Democrats will lose control of Congress in November. After the midterm election, Republicans certainly will control the House, and possibly the Senate. Already lost, even before Election Day, is Barack Obama’s credibility.
It took less than half of Obama’s term for this to happen. Legislatively, letting Nancy Pelosi write and ram through a $787 billion stimulus bill was an indicator that Obama was clueless about how to jump-start the economy. Obama signed the bill into law in February 2009.
The stimulus program, the American Recovery and Reinvestment Act, spent $63 million on a tunnel to nowhere in Pittsburgh and $89,000 on a sidewalk that led to a ditch in Boynton, Oklahoma.
Among the projects were $1.9 million for international ant research, $554,763 for the National Forest Service to replace windows in a closed Mount St. Helens visitor center, and $308 million for a joint clean energy venture with BP, the oil company best known these days for the Gulf of Mexico spill.
While Americans were losing jobs and seeing their homes foreclosed upon, the Obama administration was spending $700,000 to study why monkeys respond negatively to inequality, $529,000 to study the effects of the environment on local populations—in the Himalayas, and $456,000 to study the circulation of Neptune’s atmosphere.
Nearly $9 million was spent on signs promoting the administration’s sponsorship of various stimulus projects.
Obama’s idea of partisanship was to tell Republicans in Congress “We won.”
His foreign policy decisions included abandoning Poland, Tibet, and Israel.
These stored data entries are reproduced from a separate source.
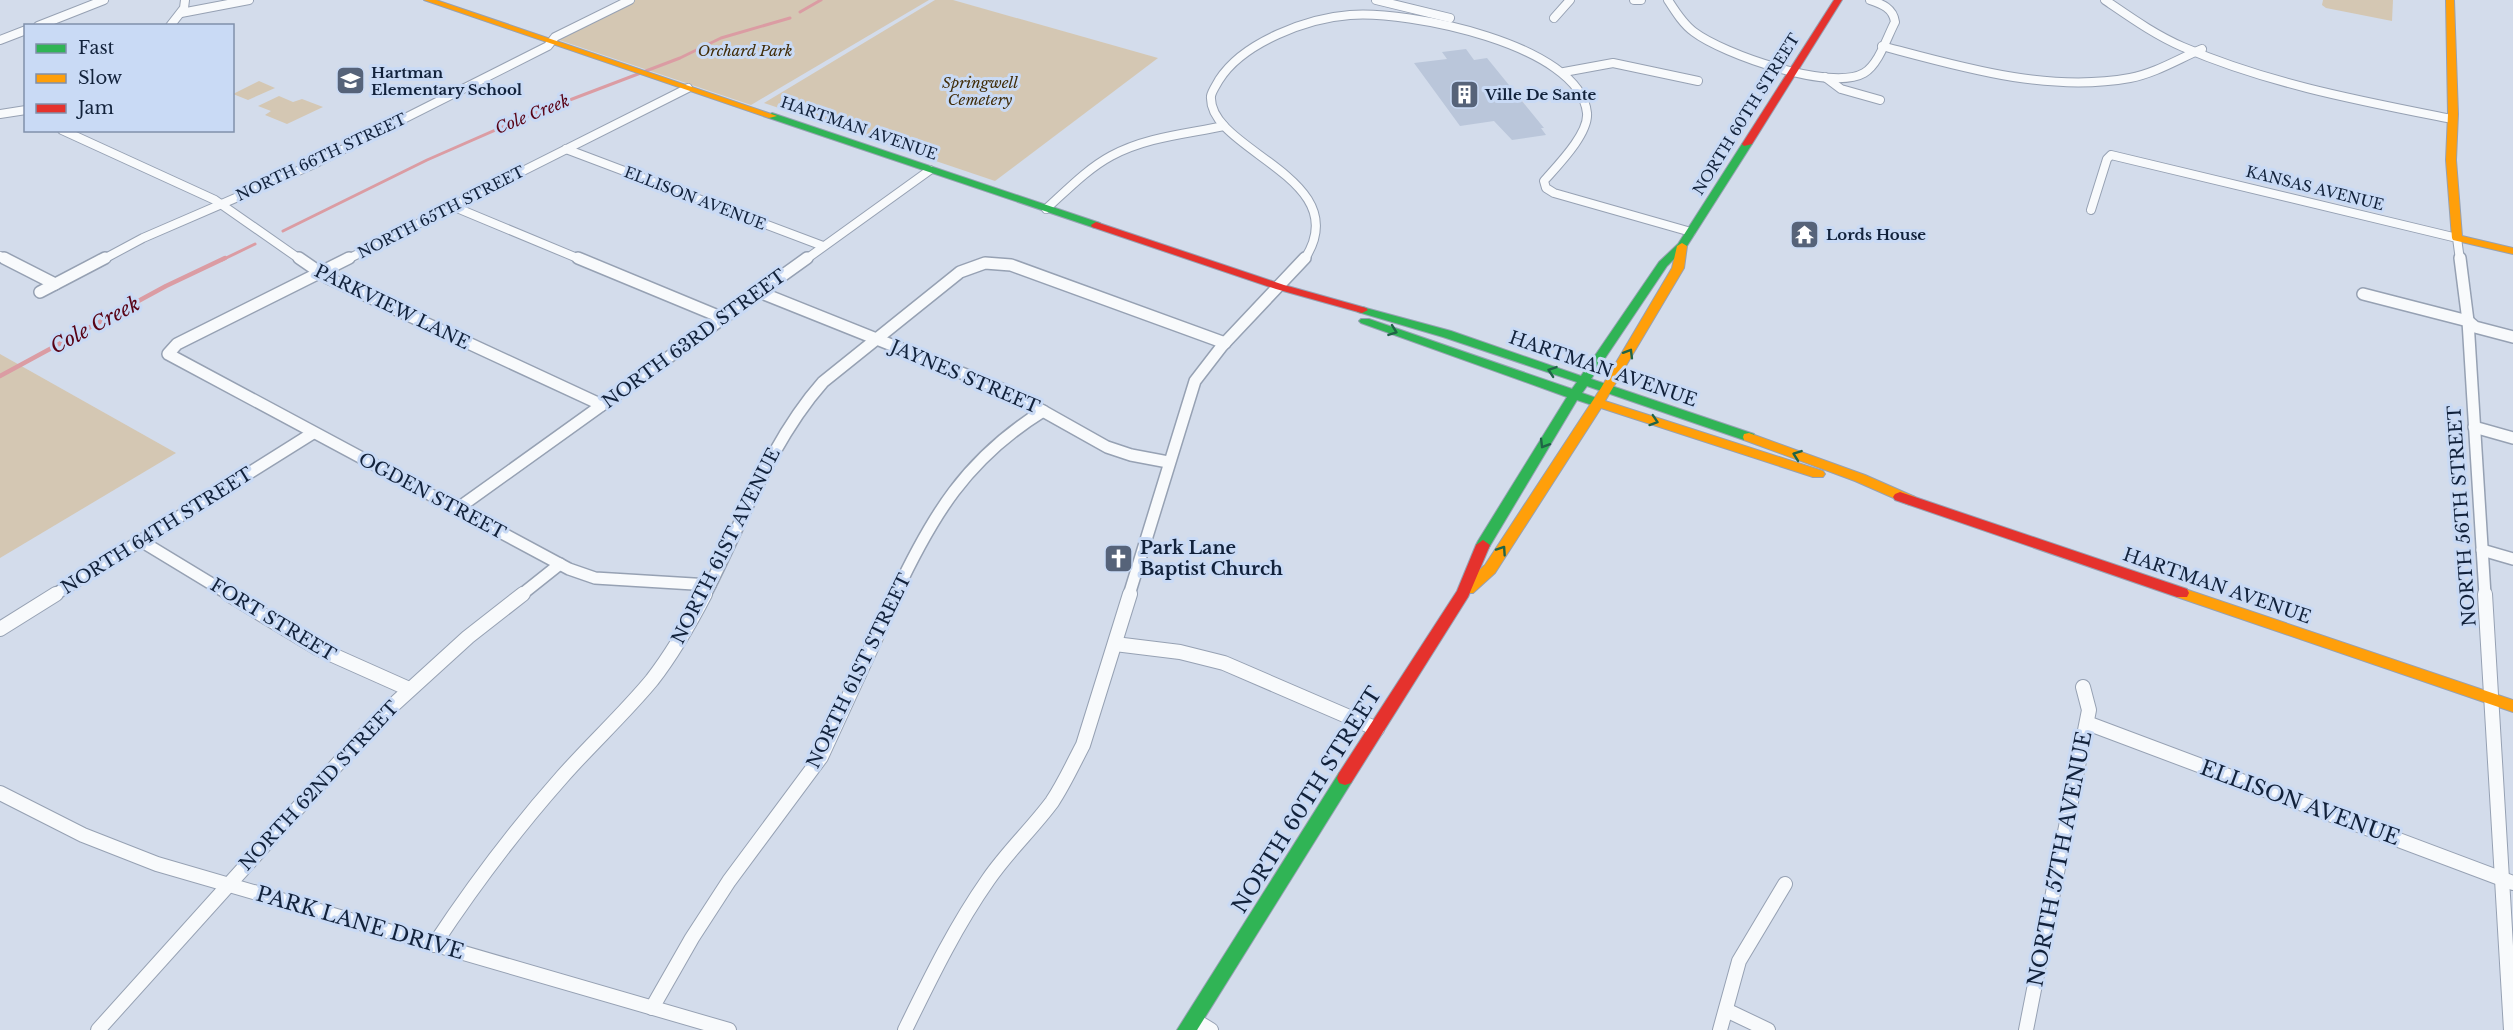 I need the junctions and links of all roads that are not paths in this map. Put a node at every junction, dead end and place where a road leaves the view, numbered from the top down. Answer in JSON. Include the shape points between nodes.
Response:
{"nodes":[{"id":1,"x":104,"y":0,"type":"edge"},
{"id":2,"x":185,"y":0,"type":"edge"},
{"id":3,"x":249,"y":0,"type":"edge"},
{"id":4,"x":428,"y":0,"type":"edge"},
{"id":5,"x":630,"y":0,"type":"edge"},
{"id":6,"x":1375,"y":0,"type":"edge"},
{"id":7,"x":1570,"y":0,"type":"edge"},
{"id":8,"x":1634,"y":0,"type":"edge"},
{"id":9,"x":1641,"y":0,"type":"edge"},
{"id":10,"x":1668,"y":0,"type":"edge"},
{"id":11,"x":1838,"y":0,"type":"edge"},
{"id":12,"x":1870,"y":0,"type":"edge"},
{"id":13,"x":2104,"y":0,"type":"edge"},
{"id":14,"x":2117,"y":0,"type":"edge"},
{"id":15,"x":2450,"y":0,"type":"edge"},
{"id":16,"x":181,"y":13,"type":"junction"},
{"id":17,"x":1363,"y":14,"type":"junction"},
{"id":18,"x":1450,"y":18,"type":"dead end"},
{"id":19,"x":1554,"y":18,"type":"dead end"},
{"id":20,"x":43,"y":24,"type":"edge"},
{"id":21,"x":172,"y":24,"type":"edge"},
{"id":22,"x":24,"y":31,"type":"edge"},
{"id":23,"x":0,"y":40,"type":"edge"},
{"id":24,"x":552,"y":41,"type":"junction"},
{"id":25,"x":1882,"y":46,"type":"junction"},
{"id":26,"x":2206,"y":47,"type":"junction"},
{"id":27,"x":2196,"y":51,"type":"junction"},
{"id":28,"x":1793,"y":70,"type":"junction"},
{"id":29,"x":1564,"y":72,"type":"junction"},
{"id":30,"x":1825,"y":77,"type":"junction"},
{"id":31,"x":1698,"y":81,"type":"dead end"},
{"id":32,"x":688,"y":88,"type":"junction"},
{"id":33,"x":1880,"y":100,"type":"dead end"},
{"id":34,"x":24,"y":110,"type":"edge"},
{"id":35,"x":0,"y":114,"type":"edge"},
{"id":36,"x":2453,"y":117,"type":"junction"},
{"id":37,"x":1224,"y":126,"type":"junction"},
{"id":38,"x":66,"y":132,"type":"edge"},
{"id":39,"x":566,"y":149,"type":"junction"},
{"id":40,"x":930,"y":170,"type":"junction"},
{"id":41,"x":222,"y":204,"type":"junction"},
{"id":42,"x":452,"y":206,"type":"junction"},
{"id":43,"x":1046,"y":208,"type":"junction"},
{"id":44,"x":2091,"y":210,"type":"dead end"},
{"id":45,"x":1692,"y":232,"type":"junction"},
{"id":46,"x":2457,"y":238,"type":"junction"},
{"id":47,"x":823,"y":246,"type":"junction"},
{"id":48,"x":1682,"y":246,"type":"junction"},
{"id":49,"x":2513,"y":251,"type":"edge"},
{"id":50,"x":0,"y":256,"type":"edge"},
{"id":51,"x":319,"y":273,"type":"junction"},
{"id":52,"x":54,"y":284,"type":"junction"},
{"id":53,"x":1280,"y":287,"type":"junction"},
{"id":54,"x":40,"y":292,"type":"dead end"},
{"id":55,"x":759,"y":292,"type":"junction"},
{"id":56,"x":2363,"y":294,"type":"dead end"},
{"id":57,"x":723,"y":318,"type":"junction"},
{"id":58,"x":2468,"y":321,"type":"junction"},
{"id":59,"x":2513,"y":337,"type":"edge"},
{"id":60,"x":876,"y":339,"type":"junction"},
{"id":61,"x":1225,"y":343,"type":"junction"},
{"id":62,"x":169,"y":356,"type":"joint"},
{"id":63,"x":1583,"y":381,"type":"junction"},
{"id":64,"x":1607,"y":389,"type":"junction"},
{"id":65,"x":1575,"y":394,"type":"junction"},
{"id":66,"x":1599,"y":403,"type":"junction"},
{"id":67,"x":602,"y":405,"type":"junction"},
{"id":68,"x":1043,"y":411,"type":"junction"},
{"id":69,"x":2474,"y":427,"type":"junction"},
{"id":70,"x":313,"y":433,"type":"junction"},
{"id":71,"x":2513,"y":438,"type":"edge"},
{"id":72,"x":1168,"y":462,"type":"junction"},
{"id":73,"x":1910,"y":500,"type":"junction"},
{"id":74,"x":457,"y":509,"type":"junction"},
{"id":75,"x":141,"y":541,"type":"junction"},
{"id":76,"x":2482,"y":550,"type":"junction"},
{"id":77,"x":2513,"y":559,"type":"edge"},
{"id":78,"x":560,"y":564,"type":"junction"},
{"id":79,"x":710,"y":585,"type":"junction"},
{"id":80,"x":1463,"y":593,"type":"junction"},
{"id":81,"x":0,"y":629,"type":"edge"},
{"id":82,"x":1115,"y":644,"type":"junction"},
{"id":83,"x":2083,"y":687,"type":"dead end"},
{"id":84,"x":410,"y":689,"type":"junction"},
{"id":85,"x":2491,"y":698,"type":"junction"},
{"id":86,"x":2513,"y":706,"type":"edge"},
{"id":87,"x":2086,"y":723,"type":"junction"},
{"id":88,"x":1377,"y":729,"type":"junction"},
{"id":89,"x":0,"y":793,"type":"edge"},
{"id":90,"x":2507,"y":881,"type":"edge"},
{"id":91,"x":1785,"y":884,"type":"dead end"},
{"id":92,"x":227,"y":885,"type":"junction"},
{"id":93,"x":434,"y":945,"type":"junction"},
{"id":94,"x":652,"y":1008,"type":"junction"},
{"id":95,"x":1726,"y":1010,"type":"junction"},
{"id":96,"x":1189,"y":1025,"type":"edge"},
{"id":97,"x":98,"y":1030,"type":"edge"},
{"id":98,"x":729,"y":1030,"type":"edge"},
{"id":99,"x":905,"y":1030,"type":"edge"},
{"id":100,"x":1211,"y":1030,"type":"edge"},
{"id":101,"x":1720,"y":1030,"type":"edge"},
{"id":102,"x":1768,"y":1030,"type":"edge"},
{"id":103,"x":2026,"y":1030,"type":"edge"},
{"id":104,"x":2511,"y":1030,"type":"edge"}],
"edges":[{"from":1,"to":20,"type":"street"},
{"from":2,"to":16,"type":"street"},
{"from":3,"to":16,"type":"street"},
{"from":4,"to":24,"type":"main road","name":"HARTMAN AVENUE"},
{"from":5,"to":24,"type":"street","name":"NORTH 66TH STREET"},
{"from":6,"to":17,"type":"street"},
{"from":6,"to":18,"type":"street"},
{"from":7,"to":19,"type":"street"},
{"from":8,"to":9,"type":"street"},
{"from":10,"to":28,"type":"street","via":[[1685,24],[1707,41],[1743,57]]},
{"from":11,"to":28,"type":"main road","name":"NORTH 60TH STREET"},
{"from":12,"to":25,"type":"street","via":[[1895,17]]},
{"from":13,"to":27,"type":"street","via":[[2141,24]]},
{"from":14,"to":26,"type":"street","via":[[2152,23]]},
{"from":15,"to":36,"type":"main road","name":"NORTH 56TH STREET"},
{"from":16,"to":21,"type":"street"},
{"from":17,"to":29,"type":"street","via":[[1414,19],[1494,39],[1531,51]]},
{"from":17,"to":37,"type":"street","via":[[1288,28],[1226,72],[1210,97],[1214,113]]},
{"from":22,"to":23,"type":"street"},
{"from":24,"to":32,"type":"main road","name":"HARTMAN AVENUE"},
{"from":24,"to":41,"type":"street","name":"NORTH 66TH STREET","via":[[312,165]]},
{"from":25,"to":27,"type":"street","via":[[2006,74],[2077,81],[2141,75]]},
{"from":25,"to":30,"type":"street","via":[[1866,72],[1848,78]]},
{"from":26,"to":27,"type":"street"},
{"from":26,"to":36,"type":"street","via":[[2244,63],[2307,81]]},
{"from":27,"to":36,"type":"street","via":[[2286,82]]},
{"from":28,"to":30,"type":"street"},
{"from":28,"to":45,"type":"main road","name":"NORTH 60TH STREET"},
{"from":29,"to":31,"type":"street","via":[[1613,63]]},
{"from":29,"to":45,"type":"street","via":[[1583,96],[1587,119],[1579,137],[1545,181],[1546,188]]},
{"from":30,"to":33,"type":"street","via":[[1840,89]]},
{"from":32,"to":39,"type":"street","name":"NORTH 65TH STREET"},
{"from":32,"to":40,"type":"main road","name":"HARTMAN AVENUE"},
{"from":34,"to":35,"type":"street"},
{"from":36,"to":46,"type":"main road","name":"NORTH 56TH STREET","via":[[2451,160]]},
{"from":37,"to":43,"type":"street","via":[[1122,151],[1092,168]]},
{"from":37,"to":53,"type":"street","via":[[1292,178],[1312,205],[1315,224],[1311,245]]},
{"from":38,"to":41,"type":"street","name":"PARKVIEW LANE"},
{"from":39,"to":42,"type":"street","name":"NORTH 65TH STREET"},
{"from":39,"to":47,"type":"street","name":"ELLISON AVENUE"},
{"from":40,"to":43,"type":"main road","name":"HARTMAN AVENUE"},
{"from":40,"to":47,"type":"street","name":"NORTH 63RD STREET"},
{"from":41,"to":51,"type":"street","name":"PARKVIEW LANE"},
{"from":41,"to":52,"type":"street","name":"NORTH 66TH STREET","via":[[143,238]]},
{"from":42,"to":51,"type":"street","name":"NORTH 65TH STREET"},
{"from":42,"to":57,"type":"street"},
{"from":43,"to":53,"type":"main road","name":"HARTMAN AVENUE"},
{"from":44,"to":46,"type":"street","name":"KANSAS AVENUE","via":[[2111,155]]},
{"from":45,"to":48,"type":"main road","name":"NORTH 60TH STREET"},
{"from":46,"to":49,"type":"main road","name":"KANSAS AVENUE"},
{"from":46,"to":58,"type":"street","name":"NORTH 56TH STREET"},
{"from":47,"to":55,"type":"street","name":"NORTH 63RD STREET"},
{"from":48,"to":63,"type":"main road","name":"NORTH 60TH STREET","via":[[1663,264]]},
{"from":64,"to":48,"type":"main road","name":"NORTH 60TH STREET","one_way":true,"via":[[1678,268]]},
{"from":50,"to":52,"type":"street"},
{"from":51,"to":62,"type":"street","name":"NORTH 65TH STREET","via":[[177,344],[169,350]]},
{"from":51,"to":67,"type":"street","name":"PARKVIEW LANE"},
{"from":52,"to":54,"type":"street","name":"NORTH 66TH STREET"},
{"from":53,"to":61,"type":"street"},
{"from":63,"to":53,"type":"main road","name":"HARTMAN AVENUE","one_way":true,"via":[[1431,329]]},
{"from":53,"to":65,"type":"main road","name":"HARTMAN AVENUE","one_way":true,"via":[[1353,317]]},
{"from":55,"to":57,"type":"street","name":"NORTH 63RD STREET"},
{"from":55,"to":60,"type":"street","name":"JAYNES STREET"},
{"from":56,"to":58,"type":"street"},
{"from":57,"to":67,"type":"street","name":"NORTH 63RD STREET"},
{"from":58,"to":59,"type":"street","via":[[2475,327]]},
{"from":58,"to":69,"type":"street","name":"NORTH 56TH STREET"},
{"from":60,"to":61,"type":"street","name":"NORTH 61ST AVENUE","via":[[960,272],[993,262],[1011,265]]},
{"from":60,"to":68,"type":"street","name":"JAYNES STREET","via":[[1009,392]]},
{"from":60,"to":79,"type":"street","name":"NORTH 61ST AVENUE","via":[[823,382],[796,413]]},
{"from":61,"to":72,"type":"street","via":[[1195,381]]},
{"from":62,"to":70,"type":"street","name":"OGDEN STREET"},
{"from":63,"to":64,"type":"main road","name":"HARTMAN AVENUE"},
{"from":63,"to":65,"type":"main road","name":"NORTH 60TH STREET"},
{"from":64,"to":66,"type":"main road","name":"NORTH 60TH STREET"},
{"from":73,"to":64,"type":"main road","name":"HARTMAN AVENUE","one_way":true,"via":[[1860,478]]},
{"from":65,"to":66,"type":"main road","name":"HARTMAN AVENUE"},
{"from":65,"to":80,"type":"main road","name":"NORTH 60TH STREET","one_way":true,"via":[[1484,543]]},
{"from":66,"to":73,"type":"main road","name":"HARTMAN AVENUE","one_way":true},
{"from":80,"to":66,"type":"main road","name":"NORTH 60TH STREET","one_way":true,"via":[[1490,569]]},
{"from":67,"to":74,"type":"street","name":"NORTH 63RD STREET"},
{"from":68,"to":72,"type":"street","name":"JAYNES STREET","via":[[1107,447]]},
{"from":68,"to":94,"type":"street","name":"NORTH 61ST STREET","via":[[990,452],[941,506],[920,541],[821,757],[729,881]]},
{"from":69,"to":71,"type":"street"},
{"from":69,"to":76,"type":"street","name":"NORTH 56TH STREET"},
{"from":70,"to":74,"type":"street","name":"OGDEN STREET"},
{"from":70,"to":75,"type":"street","name":"NORTH 64TH STREET"},
{"from":72,"to":82,"type":"street"},
{"from":73,"to":85,"type":"main road","name":"HARTMAN AVENUE"},
{"from":74,"to":78,"type":"street","name":"OGDEN STREET"},
{"from":75,"to":81,"type":"street","name":"NORTH 64TH STREET"},
{"from":75,"to":84,"type":"street","name":"FORT STREET","via":[[317,648]]},
{"from":76,"to":77,"type":"street"},
{"from":76,"to":85,"type":"street","name":"NORTH 56TH STREET"},
{"from":78,"to":79,"type":"street","name":"OGDEN STREET","via":[[595,578]]},
{"from":78,"to":84,"type":"street","name":"NORTH 62ND STREET"},
{"from":79,"to":93,"type":"street","name":"NORTH 61ST AVENUE","via":[[661,668],[544,799]]},
{"from":80,"to":88,"type":"main road","name":"NORTH 60TH STREET"},
{"from":82,"to":88,"type":"street","via":[[1180,652],[1224,663]]},
{"from":82,"to":99,"type":"street","via":[[1090,725],[1071,769],[1047,807],[963,917]]},
{"from":83,"to":87,"type":"street","name":"NORTH 57TH AVENUE","via":[[2089,710]]},
{"from":84,"to":92,"type":"street","name":"NORTH 62ND STREET","via":[[351,747]]},
{"from":85,"to":86,"type":"main road","name":"HARTMAN AVENUE"},
{"from":85,"to":90,"type":"street","name":"NORTH 56TH STREET"},
{"from":87,"to":90,"type":"street","name":"ELLISON AVENUE"},
{"from":87,"to":103,"type":"street","name":"NORTH 57TH AVENUE"},
{"from":88,"to":96,"type":"main road","name":"NORTH 60TH STREET"},
{"from":89,"to":92,"type":"street","name":"PARK LANE DRIVE","via":[[123,852]]},
{"from":90,"to":104,"type":"street","name":"NORTH 56TH STREET"},
{"from":91,"to":95,"type":"street","via":[[1738,961]]},
{"from":92,"to":93,"type":"street","name":"PARK LANE DRIVE"},
{"from":92,"to":97,"type":"street","name":"NORTH 62ND STREET"},
{"from":93,"to":94,"type":"street","name":"PARK LANE DRIVE"},
{"from":94,"to":98,"type":"street","name":"PARK LANE DRIVE"},
{"from":95,"to":101,"type":"street"},
{"from":95,"to":102,"type":"street"},
{"from":96,"to":100,"type":"street"}]}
His efforts to entice Iran were rebuffed and the leaders of European nations and Russia made no secret that they regarded him as a dunce.
Obama took credit for the official end of the Iraq War even though that had been set in motion by the Bush administration well before his election. Instead of just closing down U.S. participation in the Afghanistan quagmire, Obama prolonged it.
At the heart of the mortgage loan financial collapse were two government entities, Fannie Mae and Freddie Mac, but when the Obama administration signed off on new regulations for Wall Street, neither were even mentioned in the reform legislation.
Big Government kept getting bigger as agencies such as the Security Exchange Commission increased its budget by twenty percent to $1.2 billion, more than triple its size in 2000. It is expected to increase by more than one thousand people to about 4,700 regulators, a 36% increase from 2007.
This is the same SEC that failed to spot Bernie Madoff’s $50-billion Ponzi scheme and which failed to do anything about the “toxic assets” that led to the government bailout of banks, investment firms, and AIG, an insurance company.
Absolutely nothing good can be said for Obamacare. Most Americans opposed its passage and most say they want it repealed.
At the mid-point of his presidency, Obama has chalked up a long list of failures and bad judgment. It’s worth keeping in mind that, on the day Barack Obama was inaugurated, the national debt stood at $10.626 trillion. A recent calculation put it at an all time high of $13.665 trillion, an increase of $4.9 trillion in under two years.
The national debt, by the time Obama leaves office in 2012, is projected to soar to nearly $16.5 trillion, more than one hundred percent of the value of the nation’s economy.
Normally, we assume that anyone who assumes the office of president has an agenda pegged to success, so that history will look favorably on his accomplishments. But this does not appear to be the case with Barack Hussein Obama, whose agenda instead seems to be one that ensures America’s failure.
The next Congress, particularly the House where all spending bills must be initiated and passed, must slam on the breaks if America is to survive Obama’s failure agenda. Don’t forget to vote on November 2nd.